INVESTMENT

Of the various purposes which money serves, some essentially depend upon the assumption that its real value is really constant over a period of time. The chief of these are those connected, in a wide sense, with contracts for the investment of money. Such contracts - namely those which provide for the payment of fixed sums of money over a long period of time - are the characteristic of what it is convenient to call the Investment System, as distinct from the property system generally. Under this phase of capitalism, as developed during the nineteenth century, many arrangements were devised for separating the management of property from its ownership. These arrangements were of three leading types: (i) those in which the proprietor, while parting with the management of his property, retained his ownership of it - i.e. of the actual land, buildings, and machinery, or of whatever else it consisted in, this mode of tenure being typified by a holding of ordinary shares in a joint-stock company; (ii) those in which he parted with the property temporarily, receiving a fixed sum of money annually in the meantime, but regained his property eventually, as typified by a lease; and (iii) those in which he parted with his real property permanently, in return either for a perpetual annuity fixed in terms of money, or for a terminable annuity and the repayment of the principal in money at the end of the term, as typified by mortgages, bonds, debentures, and preference shares. This third type represents the full development of Investment.

Contracts to receive fixed sums of money at future dates (made without provision for possible changes in the real value of money at those dates) must have existed as long as money has been lent and borrowed. In the form of leases and mortgages, and also of permanent loans to Governments and to a few private bodies, such as the East India Company, they were already frequent in the eighteenth century. But during the nineteenth century they developed a new and increasing importance, and had, by the beginning of the twentieth, divided the propertied classes into two groups-the 'business men' and the 'investors' - with partly divergent interests. The division was not sharp as between individuals; for business men might be investors also, and investors might hold ordinary shares; but the division was nevertheless real, and not the less important because it was seldom noticed.

By the aid of this system the active business class could call to the aid of their enterprises not only their own wealth but the savings of the whole community; and the professional and propertied classes, on the other hand, could find an employment for their resources, which involved them in little trouble, no responsibility, and (it was believed) small risk.

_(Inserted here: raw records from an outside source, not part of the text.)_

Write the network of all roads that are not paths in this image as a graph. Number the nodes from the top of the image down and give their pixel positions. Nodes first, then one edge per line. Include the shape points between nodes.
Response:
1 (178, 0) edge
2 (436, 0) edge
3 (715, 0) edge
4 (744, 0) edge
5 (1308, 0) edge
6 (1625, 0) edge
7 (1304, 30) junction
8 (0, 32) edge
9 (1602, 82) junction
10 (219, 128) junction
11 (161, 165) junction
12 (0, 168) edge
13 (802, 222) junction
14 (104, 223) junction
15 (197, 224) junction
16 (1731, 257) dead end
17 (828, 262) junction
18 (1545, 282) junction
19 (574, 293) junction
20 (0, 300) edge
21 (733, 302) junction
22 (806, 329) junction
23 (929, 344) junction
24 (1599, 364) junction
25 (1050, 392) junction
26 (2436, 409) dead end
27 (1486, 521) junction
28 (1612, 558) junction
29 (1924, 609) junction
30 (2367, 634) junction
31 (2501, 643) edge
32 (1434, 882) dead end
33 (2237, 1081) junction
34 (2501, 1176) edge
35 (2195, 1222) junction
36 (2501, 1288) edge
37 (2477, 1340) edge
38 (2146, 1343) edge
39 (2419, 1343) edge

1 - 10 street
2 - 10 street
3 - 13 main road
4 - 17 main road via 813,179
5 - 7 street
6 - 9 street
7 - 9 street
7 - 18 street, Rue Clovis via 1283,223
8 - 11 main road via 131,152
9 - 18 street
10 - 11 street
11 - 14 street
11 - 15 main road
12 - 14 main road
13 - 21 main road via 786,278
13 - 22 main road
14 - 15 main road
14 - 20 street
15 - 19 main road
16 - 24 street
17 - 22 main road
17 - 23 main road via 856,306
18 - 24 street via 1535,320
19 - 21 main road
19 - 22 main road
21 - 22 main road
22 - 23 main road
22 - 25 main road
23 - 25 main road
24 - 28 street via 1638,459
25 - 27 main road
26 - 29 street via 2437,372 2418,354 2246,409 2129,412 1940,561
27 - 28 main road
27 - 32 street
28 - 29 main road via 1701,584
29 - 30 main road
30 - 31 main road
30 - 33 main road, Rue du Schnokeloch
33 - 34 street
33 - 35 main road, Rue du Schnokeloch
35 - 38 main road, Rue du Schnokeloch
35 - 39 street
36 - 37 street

For a hundred years the system worked, throughout Europe, with an extraordinary success and facilitated the growth of wealth on an unprecedented scale. To save and to invest became at once the duty and the delight of a large class. The savings were seldom drawn on, and, accumulating at compound interest, made possible the material triumphs which we now all take for granted. The morals, the politics, the literature, and the religion of the age joined in a grand conspiracy for the promotion of saving. God and Mammon were reconciled. Peace on earth to men of good means. A rich man could, after all, enter into the Kingdom of Heaven-if only he saved. A new harmony sounded from the celestial spheres. 'It is curious to observe how, through the wise and beneficent arrangement of Providence, men thus do the greatest service to the public, when they are thinking of nothing but their own gain': so sang the angels.

The atmosphere thus created well harmonized the demands of expanding business and the needs of an expanding population with the growth of a comfortable non-business class. But amidst the general enjoyment of ease and progress, the extent to which the system depended on the stability of the money to which the investing classes had committed their fortunes was generally overlooked; and an unquestioning confidence was

I apparently felt that this matter would look after itself. Investments spread and multiplied, until, for the middle classes of the world, the gilt-edged bond came to typify all that was most permanent and most secure. So rooted in our day has been the conventional belief in the stability and safety of a money contract that, according to English law, trustees have been encouraged to embark their trust funds exclusively in such transactions, and are indeed forbidden, except in the case of real estate (an exception which is itself a survival of the conditions of an earlier age) to employ them otherwise.

As in other respects, so also in this, the nineteenth century relied on the future permanence of its own happy experiences and disregarded the warning of past misfortunes. It chose to forget that there is no historical warrant for expecting money to be represented even by a constant quantity of a particular metal, far less by a constant purchasing power. Yet Money is simply that which the State declares from time to time to be a good legal discharge of money contracts. In 1914 gold had not been the English standard for a century or the sole standard of any other country for half a century. There is no record of a prolonged war or a great social upheaval which has not been accompanied by a change in the legal tender, but an almost unbroken chronicle in every country which has a history, back to the earliest dawn of economic record, of a progressive deterioration in the real value of the successive legal tenders which have represented money.